The 1930s demolition of Burdekin House and the Commissariat Stores made Wyatt aware of the need for a National Trust to protect colonial heritage. This organisation was founded in 1945 and was immediately involved in a campaign to protect Hyde Park Barracks, The Mint and Parliament House from the NSW Government’s proposal to remodel Macquarie Street. Wyatt served on the Council of the National Trust from 1947 until her death.
John Job Crew Bradfield
John Job Crew Bradfield (1867–1943) designed and helped engineer a modern transport system for Sydney. Transport structures became major landmarks, declaring Sydney’s new status as a modern city. Central Station, the Sydney Harbour Bridge and Circular Quay overshadowed the public buildings, parks and plazas initiated by Parkes and Barnet.
The culmination of decades of planning and politicking by Bradfield, the Sydney Harbour Bridge linked Sydney’s transport system, promoted the expansion of both city and suburbs and gave self-confidence and a new symbol to the city. Although argument continues as to the balance of design input between Bradfield and the English construction contractors, Dorman, Long & Co, to Sydneysiders the bridge remains Bradfield’s triumph.
Trained as an engineer, Bradfield was also active in town planning. His planning was notable for its recognition of urban design and function, as well as its concern for aesthetics.
Bradfield is revered for the Harbour Bridge, which was intended to be the centre of an extensive urban rail system. A daily rail commuter from his North Shore home, Bradfield knew that rapid transit would promote suburban living, ‘where the children can enjoy fresh air and sunlight in healthy surroundings’. Although only partly – or belatedly – built, Bradfield’s network of city and suburban lines is the most used and most extensive in Australia. It remains a challenge to governments to realise the potential of the transport template laid down by Bradfield.
Jørn Utzon
In 1957 Jørn Utzon (1918–2008) was awarded first prize in an international competition for the design of an opera house in Sydney. Even though Utzon was unknown and inexperienced, the brilliance of his proposal made the Sydney Opera House famous even before construction had begun.
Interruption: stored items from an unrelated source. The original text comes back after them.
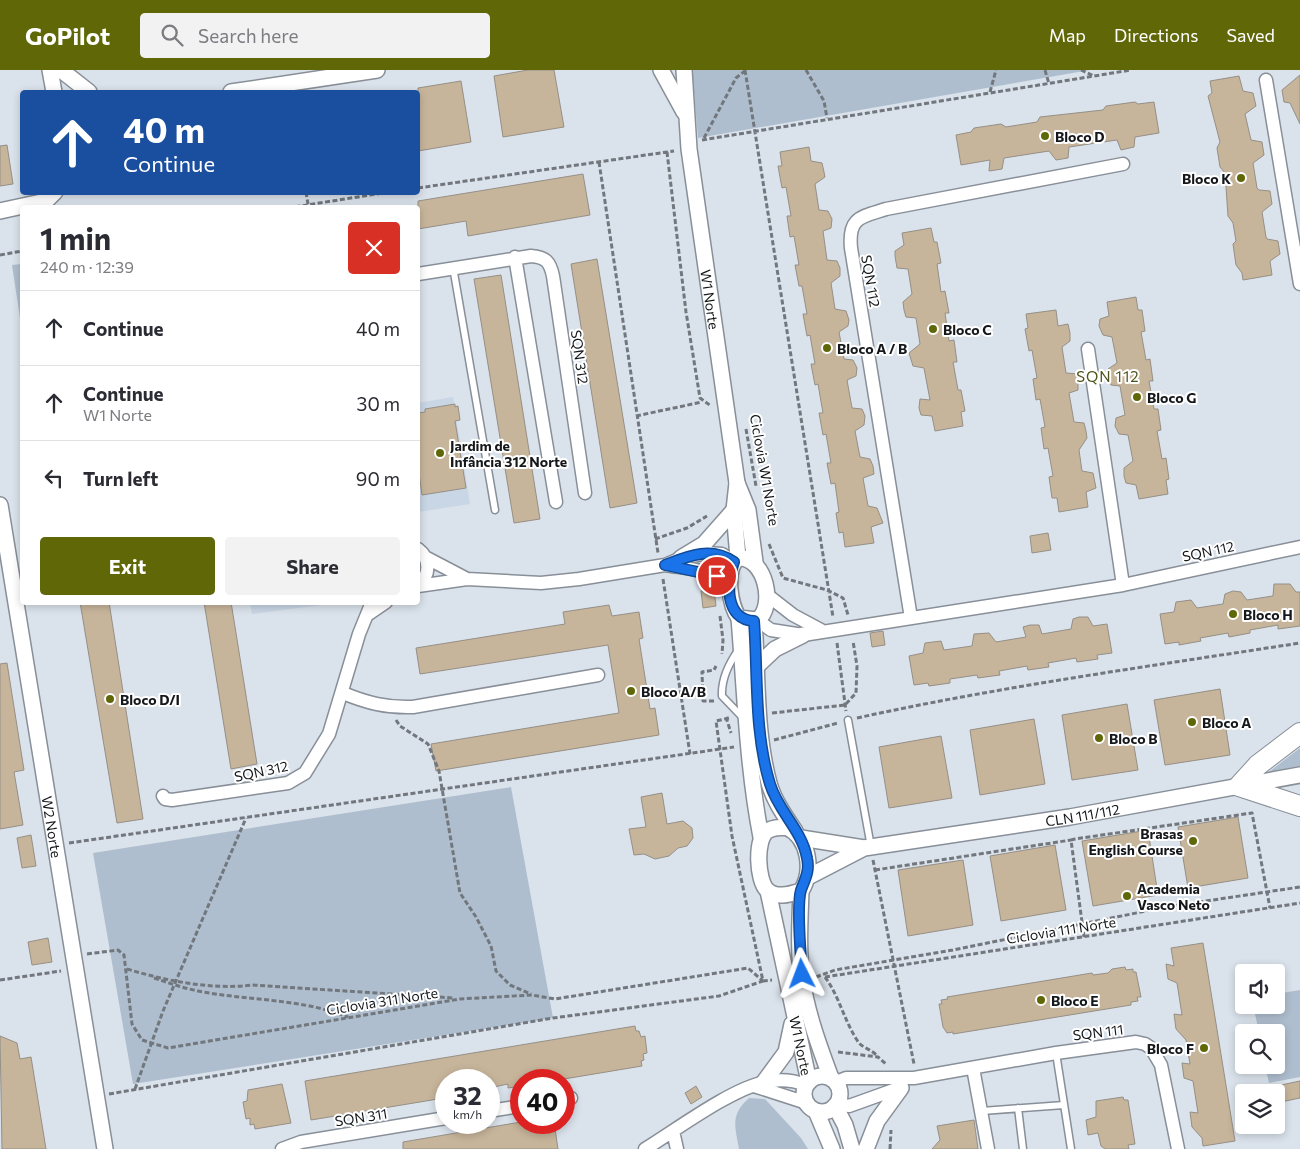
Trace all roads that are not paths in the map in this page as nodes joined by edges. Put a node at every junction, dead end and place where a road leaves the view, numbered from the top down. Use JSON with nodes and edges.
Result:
{"nodes":[{"id":1,"x":50,"y":70,"type":"edge"},
{"id":2,"x":60,"y":70,"type":"edge"},
{"id":3,"x":377,"y":70,"type":"edge"},
{"id":4,"x":662,"y":70,"type":"edge"},
{"id":5,"x":684,"y":70,"type":"edge"},
{"id":6,"x":1266,"y":80,"type":"dead end"},
{"id":7,"x":54,"y":90,"type":"edge"},
{"id":8,"x":86,"y":90,"type":"edge"},
{"id":9,"x":244,"y":90,"type":"edge"},
{"id":10,"x":685,"y":116,"type":"junction"},
{"id":11,"x":1123,"y":164,"type":"dead end"},
{"id":12,"x":52,"y":195,"type":"edge"},
{"id":13,"x":28,"y":205,"type":"edge"},
{"id":14,"x":20,"y":207,"type":"edge"},
{"id":15,"x":0,"y":211,"type":"edge"},
{"id":16,"x":515,"y":257,"type":"junction"},
{"id":17,"x":453,"y":267,"type":"junction"},
{"id":18,"x":420,"y":274,"type":"edge"},
{"id":19,"x":1300,"y":284,"type":"edge"},
{"id":20,"x":1088,"y":349,"type":"dead end"},
{"id":21,"x":737,"y":483,"type":"junction"},
{"id":22,"x":584,"y":493,"type":"dead end"},
{"id":23,"x":556,"y":502,"type":"dead end"},
{"id":24,"x":0,"y":506,"type":"edge"},
{"id":25,"x":495,"y":510,"type":"dead end"},
{"id":26,"x":734,"y":510,"type":"junction"},
{"id":27,"x":1300,"y":547,"type":"edge"},
{"id":28,"x":421,"y":553,"type":"edge"},
{"id":29,"x":681,"y":558,"type":"junction"},
{"id":30,"x":736,"y":560,"type":"junction"},
{"id":31,"x":755,"y":562,"type":"junction"},
{"id":32,"x":663,"y":565,"type":"junction"},
{"id":33,"x":467,"y":579,"type":"junction"},
{"id":34,"x":420,"y":583,"type":"edge"},
{"id":35,"x":420,"y":585,"type":"edge"},
{"id":36,"x":1123,"y":586,"type":"junction"},
{"id":37,"x":730,"y":587,"type":"junction"},
{"id":38,"x":766,"y":594,"type":"junction"},
{"id":39,"x":371,"y":605,"type":"edge"},
{"id":40,"x":382,"y":605,"type":"edge"},
{"id":41,"x":367,"y":615,"type":"junction"},
{"id":42,"x":912,"y":618,"type":"junction"},
{"id":43,"x":750,"y":620,"type":"junction"},
{"id":44,"x":821,"y":630,"type":"junction"},
{"id":45,"x":803,"y":634,"type":"junction"},
{"id":46,"x":741,"y":646,"type":"junction"},
{"id":47,"x":757,"y":666,"type":"junction"},
{"id":48,"x":598,"y":675,"type":"dead end"},
{"id":49,"x":343,"y":693,"type":"junction"},
{"id":50,"x":749,"y":718,"type":"junction"},
{"id":51,"x":848,"y":720,"type":"road end"},
{"id":52,"x":1300,"y":733,"type":"edge"},
{"id":53,"x":749,"y":745,"type":"junction"},
{"id":54,"x":1300,"y":775,"type":"edge"},
{"id":55,"x":1239,"y":786,"type":"junction"},
{"id":56,"x":163,"y":796,"type":"dead end"},
{"id":57,"x":1300,"y":806,"type":"edge"},
{"id":58,"x":798,"y":834,"type":"junction"},
{"id":59,"x":761,"y":837,"type":"junction"},
{"id":60,"x":869,"y":855,"type":"junction"},
{"id":61,"x":804,"y":884,"type":"junction"},
{"id":62,"x":768,"y":891,"type":"junction"},
{"id":63,"x":794,"y":1018,"type":"junction"},
{"id":64,"x":1056,"y":1053,"type":"junction"},
{"id":65,"x":973,"y":1068,"type":"junction"},
{"id":66,"x":914,"y":1078,"type":"junction"},
{"id":67,"x":833,"y":1080,"type":"junction"},
{"id":68,"x":759,"y":1084,"type":"junction"},
{"id":69,"x":807,"y":1084,"type":"junction"},
{"id":70,"x":901,"y":1088,"type":"junction"},
{"id":71,"x":836,"y":1105,"type":"junction"},
{"id":72,"x":1064,"y":1105,"type":"junction"},
{"id":73,"x":811,"y":1107,"type":"junction"},
{"id":74,"x":1018,"y":1108,"type":"junction"},
{"id":75,"x":982,"y":1111,"type":"junction"},
{"id":76,"x":435,"y":1120,"type":"edge"},
{"id":77,"x":674,"y":1131,"type":"junction"},
{"id":78,"x":105,"y":1149,"type":"edge"},
{"id":79,"x":282,"y":1149,"type":"edge"},
{"id":80,"x":645,"y":1149,"type":"edge"},
{"id":81,"x":677,"y":1149,"type":"edge"},
{"id":82,"x":832,"y":1149,"type":"edge"},
{"id":83,"x":852,"y":1149,"type":"edge"},
{"id":84,"x":866,"y":1149,"type":"edge"},
{"id":85,"x":988,"y":1149,"type":"edge"},
{"id":86,"x":1023,"y":1149,"type":"edge"},
{"id":87,"x":1071,"y":1149,"type":"edge"},
{"id":88,"x":1178,"y":1149,"type":"edge"}],
"edges":[{"from":1,"to":7,"type":"street"},
{"from":2,"to":8,"type":"street"},
{"from":3,"to":9,"type":"street"},
{"from":4,"to":10,"type":"street","name":"W1 Norte"},
{"from":5,"to":10,"type":"street","name":"W1 Norte"},
{"from":6,"to":19,"type":"street"},
{"from":10,"to":21,"type":"street","name":"W1 Norte"},
{"from":11,"to":42,"type":"street","name":"SQN 112"},
{"from":12,"to":13,"type":"street"},
{"from":14,"to":15,"type":"street"},
{"from":16,"to":17,"type":"street","name":"SQN 312"},
{"from":16,"to":22,"type":"street","name":"SQN 312"},
{"from":16,"to":23,"type":"street"},
{"from":17,"to":18,"type":"street","name":"SQN 312"},
{"from":17,"to":25,"type":"lane"},
{"from":20,"to":36,"type":"street"},
{"from":21,"to":26,"type":"street","name":"W1 Norte"},
{"from":21,"to":31,"type":"street","name":"W1 Norte"},
{"from":24,"to":78,"type":"street","name":"W2 Norte"},
{"from":26,"to":29,"type":"street"},
{"from":26,"to":30,"type":"street","name":"W1 Norte"},
{"from":27,"to":36,"type":"street","name":"SQN 112"},
{"from":28,"to":33,"type":"street"},
{"from":28,"to":34,"type":"street"},
{"from":29,"to":30,"type":"street"},
{"from":29,"to":32,"type":"street"},
{"from":30,"to":31,"type":"street"},
{"from":30,"to":37,"type":"street","name":"W1 Norte"},
{"from":31,"to":38,"type":"street","name":"W1 Norte"},
{"from":32,"to":33,"type":"street"},
{"from":32,"to":37,"type":"street"},
{"from":33,"to":35,"type":"street"},
{"from":36,"to":42,"type":"street","name":"SQN 112"},
{"from":37,"to":43,"type":"street","name":"W1 Norte"},
{"from":38,"to":43,"type":"street"},
{"from":38,"to":44,"type":"street"},
{"from":39,"to":41,"type":"street","name":"SQN 312"},
{"from":40,"to":41,"type":"street"},
{"from":41,"to":49,"type":"street","name":"SQN 312"},
{"from":42,"to":44,"type":"street","name":"SQN 112"},
{"from":43,"to":45,"type":"street","name":"SQN 112"},
{"from":43,"to":46,"type":"street"},
{"from":43,"to":47,"type":"street"},
{"from":44,"to":45,"type":"street","name":"SQN 112"},
{"from":45,"to":47,"type":"street"},
{"from":46,"to":50,"type":"street"},
{"from":46,"to":50,"type":"lane"},
{"from":47,"to":50,"type":"street"},
{"from":48,"to":49,"type":"street"},
{"from":49,"to":56,"type":"street","name":"SQN 312"},
{"from":50,"to":53,"type":"street"},
{"from":51,"to":60,"type":"lane"},
{"from":52,"to":55,"type":"main road"},
{"from":53,"to":58,"type":"street"},
{"from":53,"to":59,"type":"street"},
{"from":54,"to":55,"type":"street","name":"CLN 111/112"},
{"from":55,"to":57,"type":"main road"},
{"from":55,"to":60,"type":"street","name":"CLN 111/112"},
{"from":58,"to":59,"type":"street"},
{"from":58,"to":60,"type":"street","name":"CLN 111/112"},
{"from":58,"to":61,"type":"street"},
{"from":59,"to":62,"type":"street"},
{"from":60,"to":61,"type":"street","name":"CLN 111/112"},
{"from":61,"to":62,"type":"street"},
{"from":61,"to":67,"type":"street","name":"W1 Norte"},
{"from":62,"to":63,"type":"street","name":"W1 Norte"},
{"from":63,"to":68,"type":"street"},
{"from":63,"to":69,"type":"street","name":"W1 Norte"},
{"from":64,"to":65,"type":"street","name":"SQN 111"},
{"from":64,"to":72,"type":"lane"},
{"from":64,"to":88,"type":"street","name":"SQN 111"},
{"from":65,"to":66,"type":"street","name":"SQN 111"},
{"from":65,"to":75,"type":"street"},
{"from":66,"to":67,"type":"street","name":"SQN 111"},
{"from":66,"to":70,"type":"street","name":"SQN 111"},
{"from":67,"to":69,"type":"street"},
{"from":67,"to":71,"type":"street"},
{"from":68,"to":69,"type":"street"},
{"from":68,"to":73,"type":"street"},
{"from":68,"to":77,"type":"street"},
{"from":69,"to":73,"type":"street"},
{"from":70,"to":71,"type":"street","name":"SQN 111"},
{"from":70,"to":84,"type":"street"},
{"from":71,"to":73,"type":"street"},
{"from":71,"to":83,"type":"street"},
{"from":72,"to":74,"type":"lane"},
{"from":72,"to":87,"type":"lane"},
{"from":73,"to":82,"type":"street"},
{"from":74,"to":75,"type":"lane"},
{"from":74,"to":86,"type":"lane"},
{"from":75,"to":85,"type":"street"},
{"from":76,"to":79,"type":"street","name":"SQN 311"},
{"from":77,"to":80,"type":"street"},
{"from":77,"to":81,"type":"street"}]}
Ignoring the structural conventions of walls and a roof, Utzon positioned most of the building within a massive granite podium adjacent to the harbour, while the theatres are housed in the distinct shell-like structures above. The foyers were positioned at the harbour end, creating the podium as the entry point.
In 1966, amid disputes over budget and interior designs, Utzon resigned from the unfinished project, which sparked an ongoing controversy. In spite of this, the Sydney Opera House is considered one of the 20th century’s outstanding buildings.
Utzon’s Opera House not only replaced the Harbour Bridge as the internationally recognised symbol of Sydney, but also restored faith in the city’s urban potential during a period of cynicism and conflict. Although a factor in his unfulfilled career, Utzon’s personal idealism was widely admired in Sydney, resulting in his eventual return to the Opera House project to advise on the redesign of the building’s compromised interiors.
Harry Seidler
Born in Vienna, Harry Seidler (1923–2006) escaped Nazism via England, Canada and the United States of America before settling in Sydney in 1948. He was one of a generation of immigrants in Australia who internationalised a British outpost. No architect has had a greater impact on Sydney, through both his own work and its influence on others. The generous public spaces of his city office towers created different urban possibilities, as did the new quality of house and apartment architecture he brought here. Rose Seidler House, the groundbreaking home he designed in Turramurra for his parents, Rose and Max, was Seidler’s first commission in Sydney and remains Australia’s best-known 20th-century house.
Although Harry Seidler’s modernism was shaped by his experiences in Europe and the United States, Sydney’s environment and culture also informed his work and his generous patronage of the arts. Despite being perceived as a doctrinaire modernist, Seidler tailored most of his work to Sydney’s climate and topography. Some of his best buildings – Blues Point Tower and Australia Square to name but two – were also his most controversial. As a polemicist, Seidler stood his ground and Sydney’s urban culture benefited greatly from his scorn of the second-rate in design and decision-making.
Bob Bellear
Bob Bellear and Jack Mundey were activists on several fronts and both campaigned to make quality urban living available to all. Bob Bellear (1944 – 2005) was one of the first Aboriginal Australians to graduate in law. In 1996 he became Australia’s first Aboriginal judge. He had already gained a public persona as an urban activist, campaigning against the eviction of Aborigines in Redfern. This campaign resulted in the formation of the Aboriginal Housing Company (AHC) in 1972, with the aim of restoring derelict terraces for community housing.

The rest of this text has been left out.